Each JSON Object (i.e., prediction) is a dictionary, containing three essential keys: id, evidence, verdict:

  • id: The index of the image-text claim.
  • questions: The generated essential questions for verifying the image-text claim.
  • evidence: The retrieved evidence for verifying the claim.
    • The length of the evidence list denotes the number of retrieved evidence pieces.
    • Each item in the evidence list is a dictionary with two keys, text and images, representing the image part and textual part of evidence, respectively.
    • text: The textual part of a piece of evidence. If the evidence is multimodal, images in the textual part of evidence are represented with placeholders (e.g., [IMG_1], [IMG_2], ...).
    • images: A list, containing all images in a piece of multimodal evidence. It could be an empty list if the evidence is text-only. Each item in the image list is an encoded image representation with Base64.
  • verdict: The predicted varacity label of the claim.
  • justification: A textual justification that explains how a verdict can be reached on the basis of the evidence found.

The example of the submission can be found here. To submit your prediction to our Huggingface competition page, you prediction MUST be a .CSV file named as submission.csv due to Hugging Face specifications.

System Description Paper

You may submit a system description paper, describing the system's method, how it has been trained, the evaluation, and possibly an error analysis to understand strengths and weaknesses of the proposed system. The system description paper must be submitted as a PDF, consisting of a maximum of eight pages (for most description papers four to six pages will be sufficient) of content plus unlimited pages for bibliography. Submissions must follow the ACL 2026 two-column format, using the LaTeX style files or Word templates or the Overleaf template from the official ACL website.

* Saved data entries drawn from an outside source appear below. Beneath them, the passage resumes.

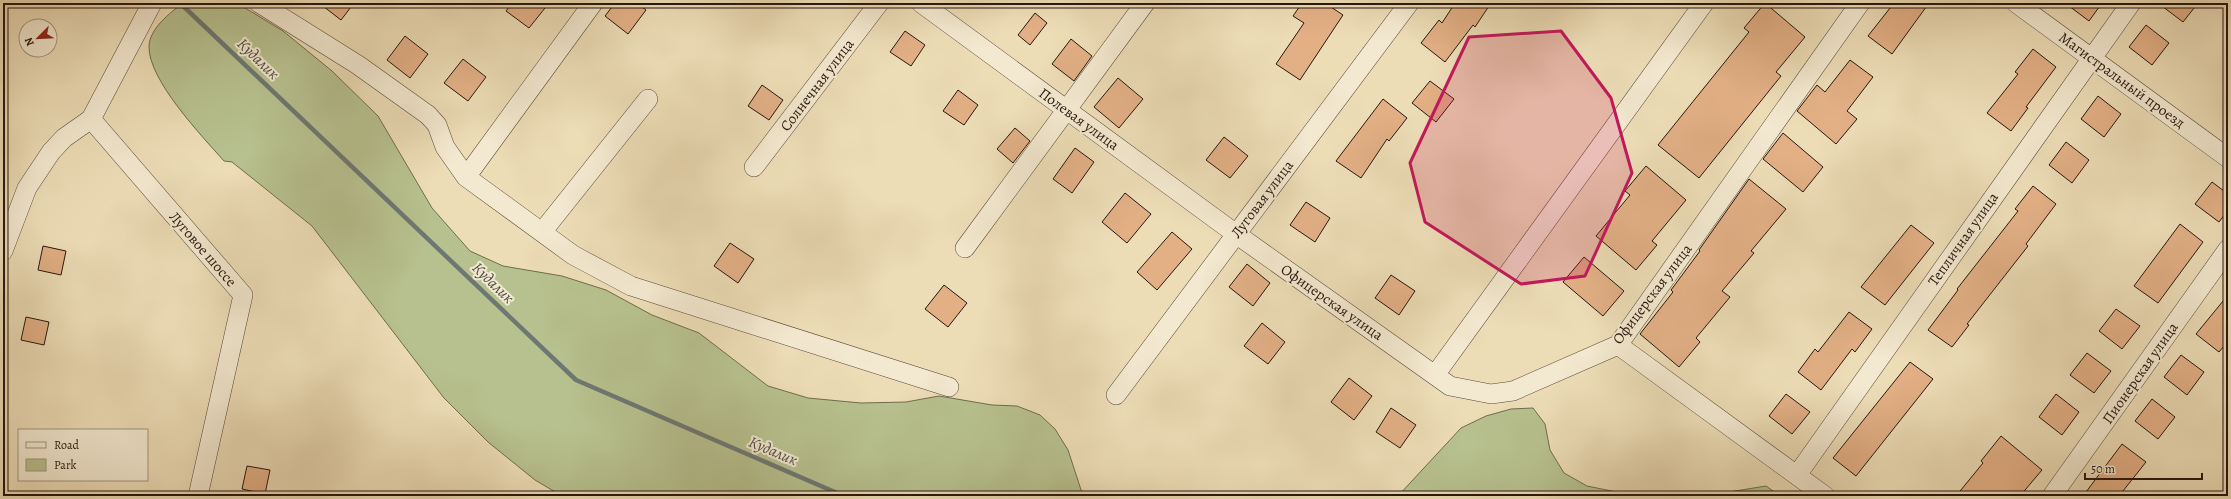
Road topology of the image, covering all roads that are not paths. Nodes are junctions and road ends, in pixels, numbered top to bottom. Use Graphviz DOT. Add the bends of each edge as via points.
graph roads {
  1 [pos="152,3"];
  2 [pos="259,3"];
  3 [pos="593,3"];
  4 [pos="879,3"];
  5 [pos="922,3"];
  6 [pos="1145,3"];
  7 [pos="1409,3"];
  8 [pos="1704,3"];
  9 [pos="1860,3"];
  10 [pos="2016,3"];
  11 [pos="2131,3"];
  12 [pos="2091,58"];
  13 [pos="648,99"];
  14 [pos="1066,110"];
  15 [pos="91,119"];
  16 [pos="2228,158"];
  17 [pos="754,166"];
  18 [pos="466,177"];
  19 [pos="542,232"];
  20 [pos="1236,234"];
  21 [pos="965,248"];
  22 [pos="2228,249"];
  23 [pos="3,251"];
  24 [pos="1618,345"];
  25 [pos="1435,375"];
  26 [pos="950,387"];
  27 [pos="1116,395"];
  28 [pos="1797,475"];
  29 [pos="198,496"];
  30 [pos="1825,496"];
  31 [pos="2052,496"];
  1 -- 15 [label="street"];
  2 -- 18 [label="street" via="358,65 428,115 438,125 445,147"];
  3 -- 18 [label="street"];
  4 -- 17 [label="street, Солнечная улица"];
  5 -- 14 [label="street, Полевая улица"];
  6 -- 14 [label="street"];
  7 -- 20 [label="street, Луговая улица"];
  8 -- 25 [label="street"];
  9 -- 24 [label="street, Офицерская улица"];
  10 -- 12 [label="street, Магистральный проезд"];
  11 -- 12 [label="street, Тепличная улица"];
  12 -- 16 [label="street, Магистральный проезд"];
  12 -- 28 [label="street, Тепличная улица"];
  13 -- 19 [label="street"];
  14 -- 20 [label="street, Полевая улица"];
  14 -- 21 [label="street"];
  15 -- 23 [label="street" via="64,138 36,173 27,188"];
  15 -- 29 [label="street, Луговое шоссе" via="243,295"];
  18 -- 19 [label="street"];
  19 -- 26 [label="street" via="573,255 631,286"];
  20 -- 25 [label="street, Офицерская улица"];
  20 -- 27 [label="street, Луговая улица"];
  22 -- 31 [label="street, Пионерская улица"];
  24 -- 25 [label="street, Офицерская улица" via="1513,391 1491,394 1450,386"];
  24 -- 28 [label="street"];
  28 -- 30 [label="street"];
}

NB: System Description papers are reviewed in a single-blind review process. Thus, your manuscript may contain authors' names and information that would reveal your identity (e.g. team name, score, and rank at the shared task). Also note that at least one author of the system description paper will have to register as a reviewer for the FEVER Workshop.

Baseline system

The implementation of the Baseline system can be found on our Github repository.

Scoring

The AVerImaTeC scoring follows a similar approach to previous FEVER shared tasks and considers the correctness of the verdict label conditioned on the correctness of the evidence retrieved. The label will only be considered correct if the recall score between the provided evidence and the annotated evidence is at least 0.3. The scoring script can be found on the AVerImaTeC Dataset page. A detailed explanation of the scoring metric can be found in this paper.

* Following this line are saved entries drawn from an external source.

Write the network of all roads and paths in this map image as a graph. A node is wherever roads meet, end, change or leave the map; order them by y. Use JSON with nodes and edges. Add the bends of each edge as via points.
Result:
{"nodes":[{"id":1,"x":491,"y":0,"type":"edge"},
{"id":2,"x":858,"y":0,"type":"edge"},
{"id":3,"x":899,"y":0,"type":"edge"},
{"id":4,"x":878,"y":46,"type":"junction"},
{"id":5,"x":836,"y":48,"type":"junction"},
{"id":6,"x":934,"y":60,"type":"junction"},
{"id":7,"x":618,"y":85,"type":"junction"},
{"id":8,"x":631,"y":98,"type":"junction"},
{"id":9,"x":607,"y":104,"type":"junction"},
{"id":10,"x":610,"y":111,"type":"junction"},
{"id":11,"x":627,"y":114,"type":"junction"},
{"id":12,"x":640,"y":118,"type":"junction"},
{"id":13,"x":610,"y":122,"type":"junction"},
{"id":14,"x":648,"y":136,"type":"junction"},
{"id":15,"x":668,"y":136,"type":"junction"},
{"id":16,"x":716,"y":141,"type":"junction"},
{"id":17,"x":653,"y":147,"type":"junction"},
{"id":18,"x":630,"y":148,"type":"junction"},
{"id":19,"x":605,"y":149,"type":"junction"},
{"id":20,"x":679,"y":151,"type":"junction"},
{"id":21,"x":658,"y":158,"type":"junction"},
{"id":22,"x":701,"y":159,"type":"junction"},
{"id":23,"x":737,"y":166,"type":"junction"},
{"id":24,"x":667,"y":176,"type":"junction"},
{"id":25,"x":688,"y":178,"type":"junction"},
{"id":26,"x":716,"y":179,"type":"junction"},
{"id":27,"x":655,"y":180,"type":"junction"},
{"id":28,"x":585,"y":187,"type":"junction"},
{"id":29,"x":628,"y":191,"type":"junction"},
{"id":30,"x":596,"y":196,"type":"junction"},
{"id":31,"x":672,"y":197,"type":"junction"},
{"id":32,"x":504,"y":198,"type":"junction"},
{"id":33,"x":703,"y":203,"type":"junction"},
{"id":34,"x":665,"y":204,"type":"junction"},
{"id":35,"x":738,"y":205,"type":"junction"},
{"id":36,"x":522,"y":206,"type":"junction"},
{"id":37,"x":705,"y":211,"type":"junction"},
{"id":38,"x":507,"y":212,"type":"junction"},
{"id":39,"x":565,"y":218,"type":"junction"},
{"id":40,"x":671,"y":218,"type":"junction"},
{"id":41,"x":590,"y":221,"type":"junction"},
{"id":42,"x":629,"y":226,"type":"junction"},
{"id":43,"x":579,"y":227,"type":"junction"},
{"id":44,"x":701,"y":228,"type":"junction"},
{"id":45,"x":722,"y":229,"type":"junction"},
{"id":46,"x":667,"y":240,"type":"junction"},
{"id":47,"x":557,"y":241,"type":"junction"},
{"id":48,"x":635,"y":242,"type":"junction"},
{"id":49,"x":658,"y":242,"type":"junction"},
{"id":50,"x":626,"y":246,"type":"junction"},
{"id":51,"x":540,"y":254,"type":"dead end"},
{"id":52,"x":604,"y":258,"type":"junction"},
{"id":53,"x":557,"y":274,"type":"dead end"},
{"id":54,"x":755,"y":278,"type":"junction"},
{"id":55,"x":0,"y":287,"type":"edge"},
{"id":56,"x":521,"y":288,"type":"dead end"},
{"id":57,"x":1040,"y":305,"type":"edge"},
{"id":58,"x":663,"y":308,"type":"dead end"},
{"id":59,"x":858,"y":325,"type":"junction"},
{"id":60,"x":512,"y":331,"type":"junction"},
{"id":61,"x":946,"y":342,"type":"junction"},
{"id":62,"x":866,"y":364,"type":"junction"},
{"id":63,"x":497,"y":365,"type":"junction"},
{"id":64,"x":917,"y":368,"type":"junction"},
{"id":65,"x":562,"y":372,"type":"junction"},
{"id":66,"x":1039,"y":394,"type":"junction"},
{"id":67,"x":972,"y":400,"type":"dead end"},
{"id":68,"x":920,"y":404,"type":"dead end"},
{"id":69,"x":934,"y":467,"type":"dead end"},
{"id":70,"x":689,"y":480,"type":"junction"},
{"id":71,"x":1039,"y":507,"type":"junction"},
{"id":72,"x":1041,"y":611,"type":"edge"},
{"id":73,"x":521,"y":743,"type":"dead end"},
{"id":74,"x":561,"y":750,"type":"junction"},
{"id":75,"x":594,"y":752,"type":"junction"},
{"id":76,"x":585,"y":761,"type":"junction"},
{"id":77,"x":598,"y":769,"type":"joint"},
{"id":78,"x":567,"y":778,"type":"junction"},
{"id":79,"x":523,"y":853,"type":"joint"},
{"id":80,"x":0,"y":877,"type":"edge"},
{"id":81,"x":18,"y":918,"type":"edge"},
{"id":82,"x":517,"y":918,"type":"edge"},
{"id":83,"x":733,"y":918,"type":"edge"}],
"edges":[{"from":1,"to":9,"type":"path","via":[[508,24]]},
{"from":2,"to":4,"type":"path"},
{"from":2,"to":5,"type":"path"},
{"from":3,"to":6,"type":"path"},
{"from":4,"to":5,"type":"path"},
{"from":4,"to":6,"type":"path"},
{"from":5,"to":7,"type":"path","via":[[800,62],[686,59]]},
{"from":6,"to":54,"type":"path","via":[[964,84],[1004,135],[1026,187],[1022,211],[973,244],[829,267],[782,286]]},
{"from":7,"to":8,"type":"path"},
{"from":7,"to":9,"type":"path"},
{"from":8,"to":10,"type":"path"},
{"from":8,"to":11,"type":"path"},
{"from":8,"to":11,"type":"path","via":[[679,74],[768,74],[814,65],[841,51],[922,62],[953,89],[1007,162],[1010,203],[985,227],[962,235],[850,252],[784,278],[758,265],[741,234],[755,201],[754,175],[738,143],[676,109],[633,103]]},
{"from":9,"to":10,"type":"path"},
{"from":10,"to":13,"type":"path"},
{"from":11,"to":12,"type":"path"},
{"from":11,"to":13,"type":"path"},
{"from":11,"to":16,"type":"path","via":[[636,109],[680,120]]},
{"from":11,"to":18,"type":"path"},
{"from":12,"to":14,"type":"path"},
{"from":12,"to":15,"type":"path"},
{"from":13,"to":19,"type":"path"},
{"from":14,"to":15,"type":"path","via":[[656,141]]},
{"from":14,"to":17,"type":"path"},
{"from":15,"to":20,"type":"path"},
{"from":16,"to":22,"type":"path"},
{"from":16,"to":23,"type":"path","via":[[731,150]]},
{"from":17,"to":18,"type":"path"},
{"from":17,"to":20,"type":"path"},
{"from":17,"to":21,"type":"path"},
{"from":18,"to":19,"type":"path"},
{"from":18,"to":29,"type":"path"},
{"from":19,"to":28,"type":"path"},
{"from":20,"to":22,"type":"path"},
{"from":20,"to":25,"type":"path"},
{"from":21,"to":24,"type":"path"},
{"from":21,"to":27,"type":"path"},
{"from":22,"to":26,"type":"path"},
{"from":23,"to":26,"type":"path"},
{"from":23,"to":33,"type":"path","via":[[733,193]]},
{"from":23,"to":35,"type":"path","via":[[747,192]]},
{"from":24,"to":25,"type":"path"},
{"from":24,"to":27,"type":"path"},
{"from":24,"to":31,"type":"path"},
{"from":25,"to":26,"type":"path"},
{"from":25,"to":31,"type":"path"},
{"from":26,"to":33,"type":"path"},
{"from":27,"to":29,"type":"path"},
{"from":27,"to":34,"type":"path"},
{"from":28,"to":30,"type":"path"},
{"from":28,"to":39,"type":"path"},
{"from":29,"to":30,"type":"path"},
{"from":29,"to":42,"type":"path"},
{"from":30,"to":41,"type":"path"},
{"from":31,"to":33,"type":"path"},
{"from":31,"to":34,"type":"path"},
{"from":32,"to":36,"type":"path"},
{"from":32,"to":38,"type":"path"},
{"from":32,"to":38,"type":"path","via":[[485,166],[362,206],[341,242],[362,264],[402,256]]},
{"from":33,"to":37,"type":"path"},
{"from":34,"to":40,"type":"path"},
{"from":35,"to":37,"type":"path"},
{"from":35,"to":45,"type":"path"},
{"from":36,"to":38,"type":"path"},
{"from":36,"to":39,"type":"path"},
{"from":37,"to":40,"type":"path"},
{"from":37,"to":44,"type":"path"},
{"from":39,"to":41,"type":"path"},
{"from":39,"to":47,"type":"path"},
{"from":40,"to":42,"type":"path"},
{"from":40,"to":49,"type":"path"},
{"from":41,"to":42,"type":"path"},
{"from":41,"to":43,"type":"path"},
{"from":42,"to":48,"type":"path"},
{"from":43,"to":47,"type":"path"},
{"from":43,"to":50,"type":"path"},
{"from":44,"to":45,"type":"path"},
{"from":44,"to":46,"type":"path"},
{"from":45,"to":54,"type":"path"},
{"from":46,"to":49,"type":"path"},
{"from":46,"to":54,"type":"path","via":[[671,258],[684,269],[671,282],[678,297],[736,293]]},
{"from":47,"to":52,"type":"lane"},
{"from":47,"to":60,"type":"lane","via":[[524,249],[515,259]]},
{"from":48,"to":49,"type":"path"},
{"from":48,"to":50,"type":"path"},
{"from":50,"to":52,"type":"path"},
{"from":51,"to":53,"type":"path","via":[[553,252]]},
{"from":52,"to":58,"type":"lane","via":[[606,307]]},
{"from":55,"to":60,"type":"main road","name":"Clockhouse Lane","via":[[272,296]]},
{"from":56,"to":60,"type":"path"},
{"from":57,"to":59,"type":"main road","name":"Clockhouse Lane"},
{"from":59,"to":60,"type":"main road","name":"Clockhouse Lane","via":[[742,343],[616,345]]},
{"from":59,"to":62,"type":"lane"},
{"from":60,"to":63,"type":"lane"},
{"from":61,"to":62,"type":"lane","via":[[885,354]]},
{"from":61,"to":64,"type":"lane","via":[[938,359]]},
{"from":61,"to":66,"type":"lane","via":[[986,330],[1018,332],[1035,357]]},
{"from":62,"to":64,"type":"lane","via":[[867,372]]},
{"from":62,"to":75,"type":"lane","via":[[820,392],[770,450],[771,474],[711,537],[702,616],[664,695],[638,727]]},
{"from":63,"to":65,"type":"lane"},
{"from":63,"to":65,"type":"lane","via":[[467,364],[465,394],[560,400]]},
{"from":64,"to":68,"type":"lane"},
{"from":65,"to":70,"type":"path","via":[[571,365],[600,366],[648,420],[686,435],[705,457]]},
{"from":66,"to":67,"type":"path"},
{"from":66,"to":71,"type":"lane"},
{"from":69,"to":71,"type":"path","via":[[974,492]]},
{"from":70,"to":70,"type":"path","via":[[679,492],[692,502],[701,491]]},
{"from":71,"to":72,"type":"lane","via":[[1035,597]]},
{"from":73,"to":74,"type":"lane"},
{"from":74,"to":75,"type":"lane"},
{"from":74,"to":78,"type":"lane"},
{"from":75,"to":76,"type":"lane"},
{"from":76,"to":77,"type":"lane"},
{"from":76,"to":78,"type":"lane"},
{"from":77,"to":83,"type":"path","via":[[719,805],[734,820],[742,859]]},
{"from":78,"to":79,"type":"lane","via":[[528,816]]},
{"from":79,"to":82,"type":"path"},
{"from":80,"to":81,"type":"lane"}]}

In addition to conditional accuracy which is the main evaluation metric, we will report the following scores for each submission:

  • Question Score: We adopt a reference-based evaluation mechanism for question evaluation, which assesses how well models ask essential questions for image-text claim verification.
  • Evidence Score: We adopt a reference-based evaluation mechanism for evidence evaluation, which compares model predicted evidence with human annotated one.
  • Verdict Accuracy: We report a conditional accuracy for verdict prediction. The accuracy of a verdict prediction is considered only if the associated evidence score exceeds a predefined threshold λ (set as 0.3 in the competition), otherwise the claim is considered to be labeled incorrectly.
  • Justification Score: We report a reference-based evaluation score for generated justifications by comparing against the human annotated ones. Similar to verdict prediction, we use a conditional justification score that only considers a justification only if the associated evidence score exceeds the predefined threshold.
FAQs

Q: The evidence must be in the format of QA pairs?

A: If you don't have the evidence as question-answer pairs, you should submit the same JSON format just omitting the question field.

Q: Are the metadata (e.g., fact-checking strategies, claim types) provided in Test set?

A: Recognising the claim type and the fact checking strategies are part of performing the fact-check, thus we won't be giving them for the test data. But we hope you find their annotations in the training and development data.